> [What you will do]: Skip the pictures, and retype the data below in full, exactly.

Supplied entries below:

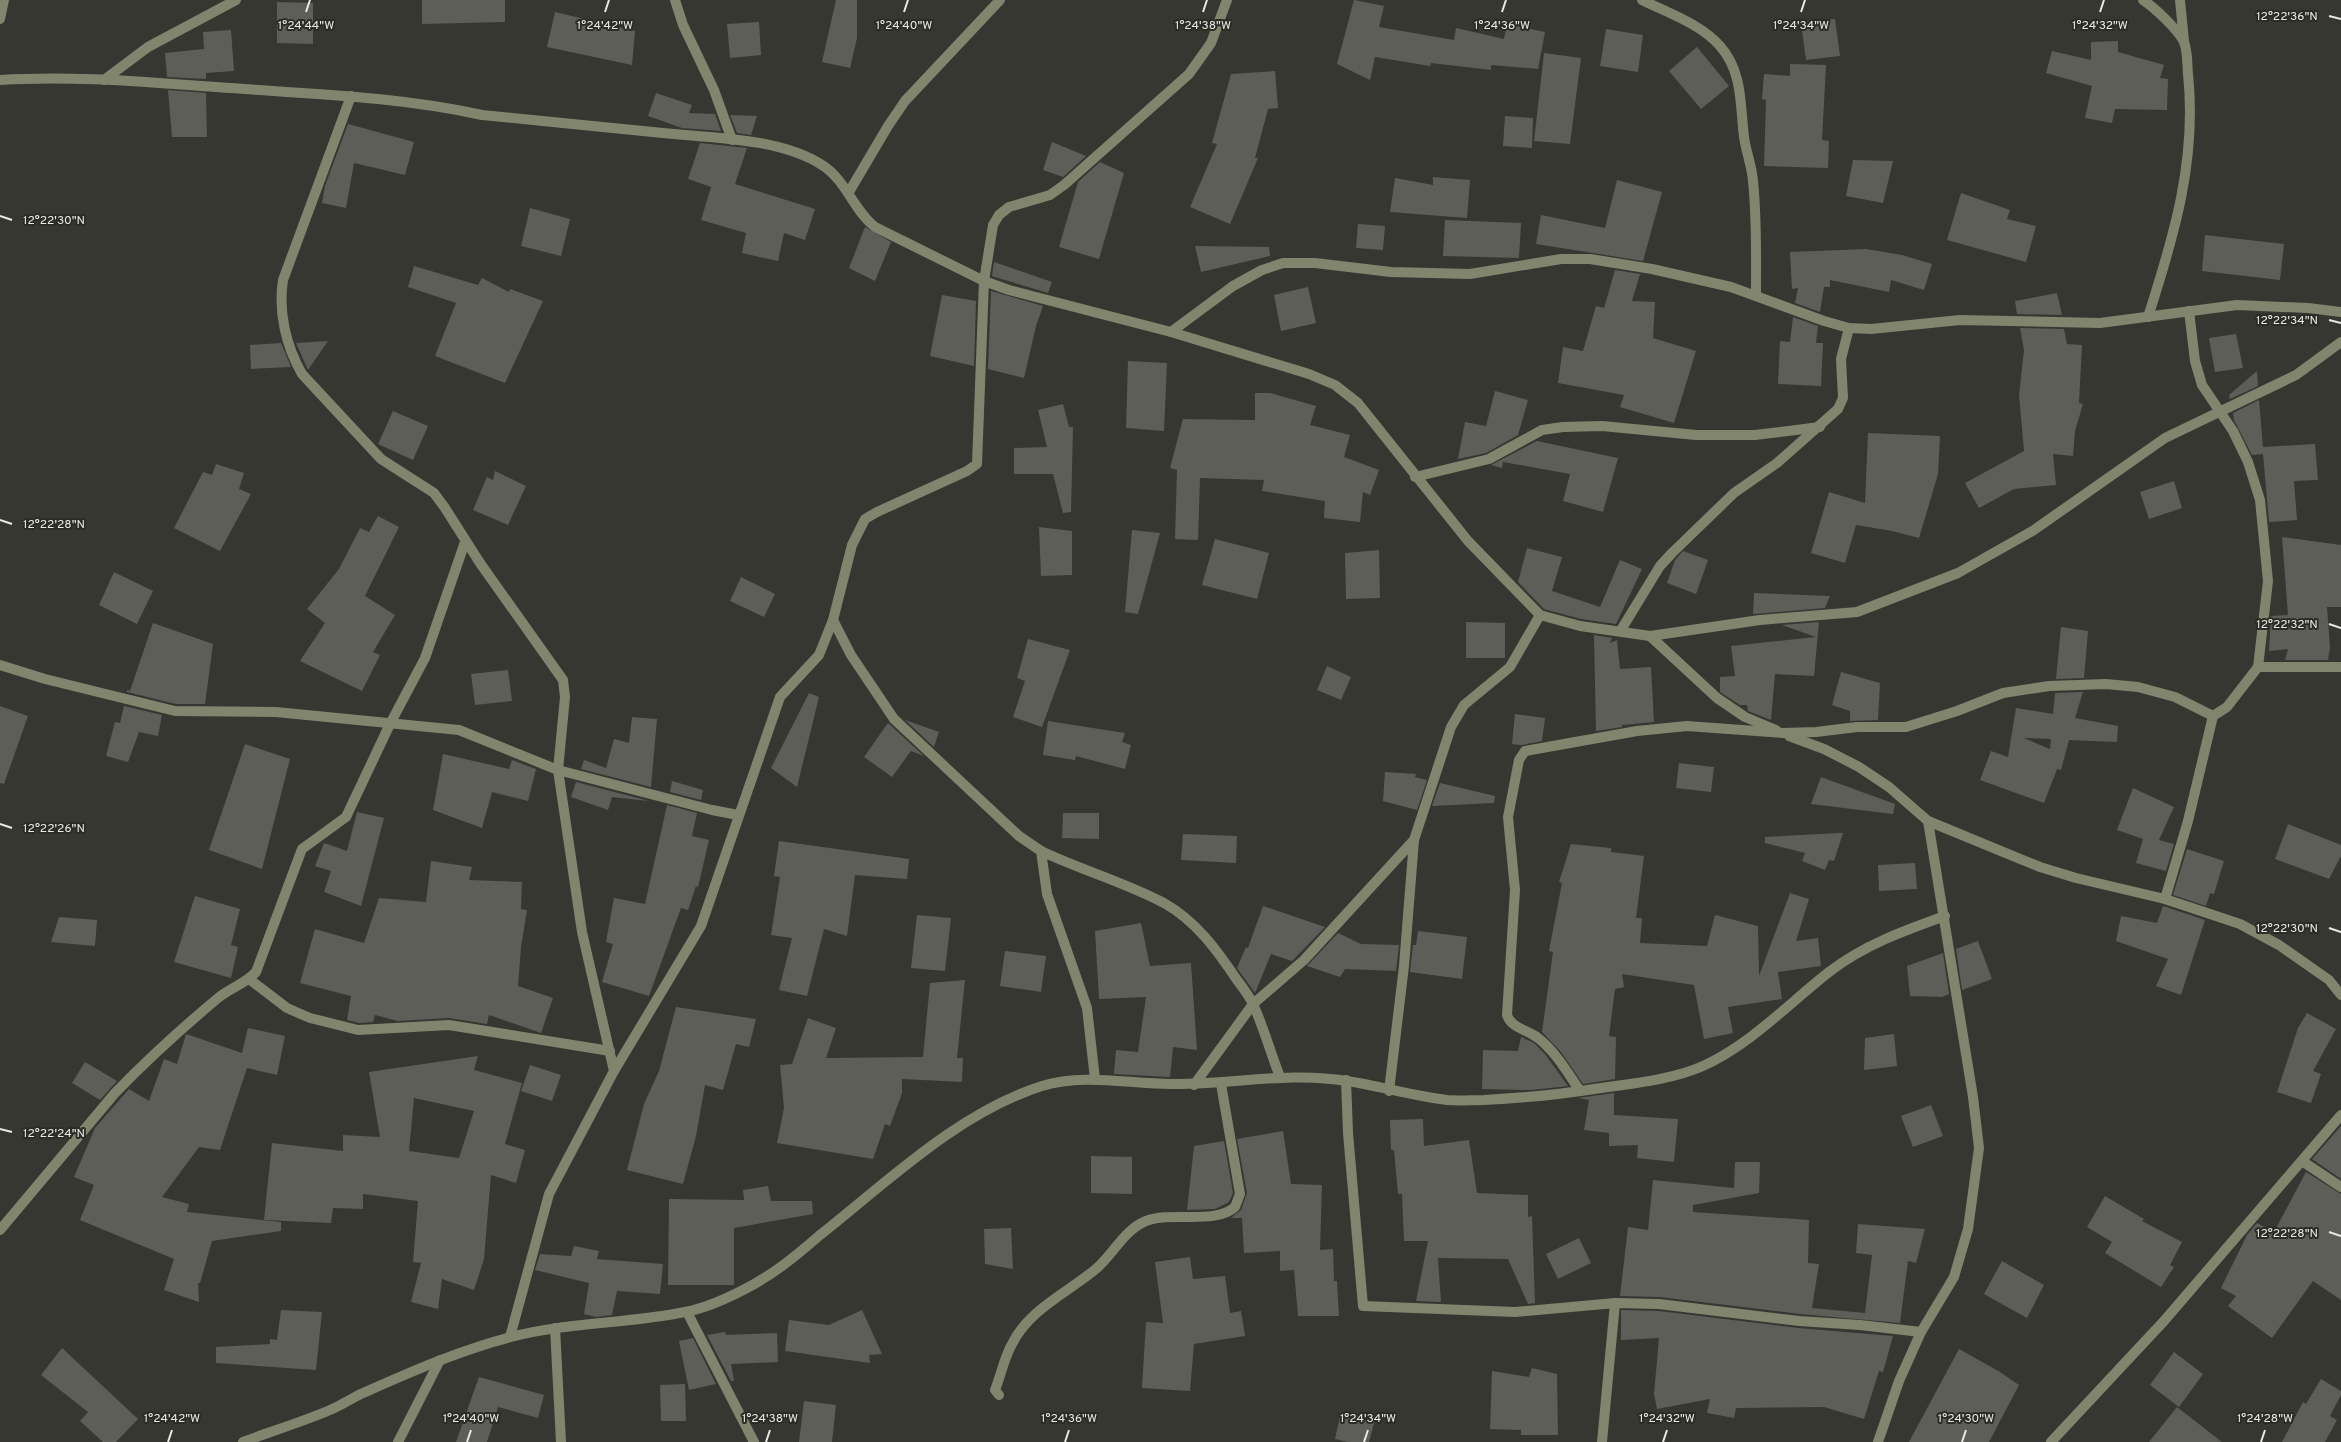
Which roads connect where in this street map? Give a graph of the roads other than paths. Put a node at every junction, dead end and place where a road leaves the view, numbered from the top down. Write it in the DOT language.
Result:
graph roads {
  1 [pos="4,0"];
  2 [pos="236,0"];
  3 [pos="675,0"];
  4 [pos="1000,0"];
  5 [pos="1227,0"];
  6 [pos="1642,0"];
  7 [pos="2143,0"];
  8 [pos="2180,0"];
  9 [pos="0,19"];
  10 [pos="2184,41"];
  11 [pos="0,80"];
  12 [pos="104,80"];
  13 [pos="350,96"];
  14 [pos="732,140"];
  15 [pos="849,192"];
  16 [pos="984,281"];
  17 [pos="1756,296"];
  18 [pos="2189,311"];
  19 [pos="2341,312"];
  20 [pos="2148,317"];
  21 [pos="1849,328"];
  22 [pos="1171,332"];
  23 [pos="2341,342"];
  24 [pos="2218,411"];
  25 [pos="1820,427"];
  26 [pos="1415,477"];
  27 [pos="465,542"];
  28 [pos="1540,614"];
  29 [pos="833,620"];
  30 [pos="1621,630"];
  31 [pos="1650,636"];
  32 [pos="0,665"];
  33 [pos="2258,667"];
  34 [pos="2341,667"];
  35 [pos="2213,716"];
  36 [pos="390,724"];
  37 [pos="1783,733"];
  38 [pos="558,770"];
  39 [pos="738,815"];
  40 [pos="1928,821"];
  41 [pos="1414,840"];
  42 [pos="1040,851"];
  43 [pos="2165,899"];
  44 [pos="1945,916"];
  45 [pos="250,979"];
  46 [pos="2341,995"];
  47 [pos="1253,1004"];
  48 [pos="610,1051"];
  49 [pos="614,1071"];
  50 [pos="1280,1077"];
  51 [pos="1095,1079"];
  52 [pos="1346,1080"];
  53 [pos="1221,1084"];
  54 [pos="1194,1085"];
  55 [pos="1389,1091"];
  56 [pos="1580,1091"];
  57 [pos="2341,1115"];
  58 [pos="2302,1161"];
  59 [pos="2341,1187"];
  60 [pos="0,1230"];
  61 [pos="1615,1303"];
  62 [pos="687,1312"];
  63 [pos="554,1328"];
  64 [pos="1921,1332"];
  65 [pos="510,1337"];
  66 [pos="440,1360"];
  67 [pos="999,1395"];
  68 [pos="244,1442"];
  69 [pos="398,1442"];
  70 [pos="561,1442"];
  71 [pos="754,1442"];
  72 [pos="1602,1442"];
  73 [pos="1878,1442"];
  74 [pos="2051,1442"];
  1 -- 9 [label="street"];
  2 -- 12 [label="street"];
  3 -- 14 [label="street"];
  4 -- 15 [label="street"];
  5 -- 16 [label="street"];
  6 -- 17 [label="street"];
  7 -- 10 [label="street"];
  8 -- 10 [label="street"];
  10 -- 20 [label="street"];
  11 -- 12 [label="street"];
  12 -- 13 [label="street"];
  13 -- 14 [label="street"];
  13 -- 27 [label="street"];
  14 -- 15 [label="street"];
  15 -- 16 [label="street"];
  16 -- 22 [label="street"];
  16 -- 29 [label="street"];
  17 -- 21 [label="street"];
  17 -- 22 [label="street"];
  18 -- 19 [label="street"];
  18 -- 20 [label="street"];
  18 -- 24 [label="street"];
  20 -- 21 [label="street"];
  21 -- 25 [label="street"];
  22 -- 26 [label="street"];
  23 -- 24 [label="street"];
  24 -- 31 [label="street"];
  24 -- 33 [label="street"];
  25 -- 26 [label="street"];
  25 -- 30 [label="street"];
  26 -- 28 [label="street"];
  27 -- 36 [label="street"];
  27 -- 38 [label="street"];
  28 -- 30 [label="street"];
  28 -- 41 [label="street"];
  29 -- 39 [label="street"];
  29 -- 42 [label="street"];
  30 -- 31 [label="street"];
  31 -- 37 [label="street"];
  32 -- 36 [label="street"];
  33 -- 34 [label="street"];
  33 -- 35 [label="street"];
  35 -- 37 [label="street"];
  35 -- 43 [label="street"];
  36 -- 38 [label="street"];
  36 -- 45 [label="street"];
  37 -- 40 [label="street"];
  37 -- 56 [label="street"];
  38 -- 39 [label="street"];
  38 -- 48 [label="street"];
  39 -- 49 [label="street"];
  40 -- 43 [label="street"];
  40 -- 44 [label="street"];
  41 -- 47 [label="street"];
  41 -- 55 [label="street"];
  42 -- 47 [label="street"];
  42 -- 51 [label="street"];
  43 -- 46 [label="street"];
  44 -- 56 [label="street"];
  44 -- 64 [label="street"];
  45 -- 48 [label="street"];
  45 -- 60 [label="street"];
  47 -- 50 [label="street"];
  47 -- 54 [label="street"];
  48 -- 49 [label="street"];
  49 -- 65 [label="street"];
  50 -- 52 [label="street"];
  50 -- 53 [label="street"];
  51 -- 54 [label="street"];
  51 -- 62 [label="street"];
  52 -- 55 [label="street"];
  52 -- 61 [label="street"];
  53 -- 54 [label="street"];
  53 -- 67 [label="street"];
  55 -- 56 [label="street"];
  57 -- 58 [label="street"];
  58 -- 59 [label="street"];
  58 -- 74 [label="street"];
  61 -- 64 [label="street"];
  61 -- 72 [label="street"];
  62 -- 63 [label="street"];
  62 -- 71 [label="street"];
  63 -- 65 [label="street"];
  63 -- 70 [label="street"];
  64 -- 73 [label="street"];
  65 -- 66 [label="street"];
  66 -- 68 [label="street"];
  66 -- 69 [label="street"];
}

End of Supplied entries.

> [Answer area]:
Which roads connect where in this street map? Give a graph of the roads other than paths. Put a node at every junction, dead end and place where a road leaves the view, numbered from the top down. Write it in the DOT language.
Result:
graph roads {
  1 [pos="4,0"];
  2 [pos="236,0"];
  3 [pos="675,0"];
  4 [pos="1000,0"];
  5 [pos="1227,0"];
  6 [pos="1642,0"];
  7 [pos="2143,0"];
  8 [pos="2180,0"];
  9 [pos="0,19"];
  10 [pos="2184,41"];
  11 [pos="0,80"];
  12 [pos="104,80"];
  13 [pos="350,96"];
  14 [pos="732,140"];
  15 [pos="849,192"];
  16 [pos="984,281"];
  17 [pos="1756,296"];
  18 [pos="2189,311"];
  19 [pos="2341,312"];
  20 [pos="2148,317"];
  21 [pos="1849,328"];
  22 [pos="1171,332"];
  23 [pos="2341,342"];
  24 [pos="2218,411"];
  25 [pos="1820,427"];
  26 [pos="1415,477"];
  27 [pos="465,542"];
  28 [pos="1540,614"];
  29 [pos="833,620"];
  30 [pos="1621,630"];
  31 [pos="1650,636"];
  32 [pos="0,665"];
  33 [pos="2258,667"];
  34 [pos="2341,667"];
  35 [pos="2213,716"];
  36 [pos="390,724"];
  37 [pos="1783,733"];
  38 [pos="558,770"];
  39 [pos="738,815"];
  40 [pos="1928,821"];
  41 [pos="1414,840"];
  42 [pos="1040,851"];
  43 [pos="2165,899"];
  44 [pos="1945,916"];
  45 [pos="250,979"];
  46 [pos="2341,995"];
  47 [pos="1253,1004"];
  48 [pos="610,1051"];
  49 [pos="614,1071"];
  50 [pos="1280,1077"];
  51 [pos="1095,1079"];
  52 [pos="1346,1080"];
  53 [pos="1221,1084"];
  54 [pos="1194,1085"];
  55 [pos="1389,1091"];
  56 [pos="1580,1091"];
  57 [pos="2341,1115"];
  58 [pos="2302,1161"];
  59 [pos="2341,1187"];
  60 [pos="0,1230"];
  61 [pos="1615,1303"];
  62 [pos="687,1312"];
  63 [pos="554,1328"];
  64 [pos="1921,1332"];
  65 [pos="510,1337"];
  66 [pos="440,1360"];
  67 [pos="999,1395"];
  68 [pos="244,1442"];
  69 [pos="398,1442"];
  70 [pos="561,1442"];
  71 [pos="754,1442"];
  72 [pos="1602,1442"];
  73 [pos="1878,1442"];
  74 [pos="2051,1442"];
  1 -- 9 [label="street"];
  2 -- 12 [label="street"];
  3 -- 14 [label="street"];
  4 -- 15 [label="street"];
  5 -- 16 [label="street"];
  6 -- 17 [label="street"];
  7 -- 10 [label="street"];
  8 -- 10 [label="street"];
  10 -- 20 [label="street"];
  11 -- 12 [label="street"];
  12 -- 13 [label="street"];
  13 -- 14 [label="street"];
  13 -- 27 [label="street"];
  14 -- 15 [label="street"];
  15 -- 16 [label="street"];
  16 -- 22 [label="street"];
  16 -- 29 [label="street"];
  17 -- 21 [label="street"];
  17 -- 22 [label="street"];
  18 -- 19 [label="street"];
  18 -- 20 [label="street"];
  18 -- 24 [label="street"];
  20 -- 21 [label="street"];
  21 -- 25 [label="street"];
  22 -- 26 [label="street"];
  23 -- 24 [label="street"];
  24 -- 31 [label="street"];
  24 -- 33 [label="street"];
  25 -- 26 [label="street"];
  25 -- 30 [label="street"];
  26 -- 28 [label="street"];
  27 -- 36 [label="street"];
  27 -- 38 [label="street"];
  28 -- 30 [label="street"];
  28 -- 41 [label="street"];
  29 -- 39 [label="street"];
  29 -- 42 [label="street"];
  30 -- 31 [label="street"];
  31 -- 37 [label="street"];
  32 -- 36 [label="street"];
  33 -- 34 [label="street"];
  33 -- 35 [label="street"];
  35 -- 37 [label="street"];
  35 -- 43 [label="street"];
  36 -- 38 [label="street"];
  36 -- 45 [label="street"];
  37 -- 40 [label="street"];
  37 -- 56 [label="street"];
  38 -- 39 [label="street"];
  38 -- 48 [label="street"];
  39 -- 49 [label="street"];
  40 -- 43 [label="street"];
  40 -- 44 [label="street"];
  41 -- 47 [label="street"];
  41 -- 55 [label="street"];
  42 -- 47 [label="street"];
  42 -- 51 [label="street"];
  43 -- 46 [label="street"];
  44 -- 56 [label="street"];
  44 -- 64 [label="street"];
  45 -- 48 [label="street"];
  45 -- 60 [label="street"];
  47 -- 50 [label="street"];
  47 -- 54 [label="street"];
  48 -- 49 [label="street"];
  49 -- 65 [label="street"];
  50 -- 52 [label="street"];
  50 -- 53 [label="street"];
  51 -- 54 [label="street"];
  51 -- 62 [label="street"];
  52 -- 55 [label="street"];
  52 -- 61 [label="street"];
  53 -- 54 [label="street"];
  53 -- 67 [label="street"];
  55 -- 56 [label="street"];
  57 -- 58 [label="street"];
  58 -- 59 [label="street"];
  58 -- 74 [label="street"];
  61 -- 64 [label="street"];
  61 -- 72 [label="street"];
  62 -- 63 [label="street"];
  62 -- 71 [label="street"];
  63 -- 65 [label="street"];
  63 -- 70 [label="street"];
  64 -- 73 [label="street"];
  65 -- 66 [label="street"];
  66 -- 68 [label="street"];
  66 -- 69 [label="street"];
}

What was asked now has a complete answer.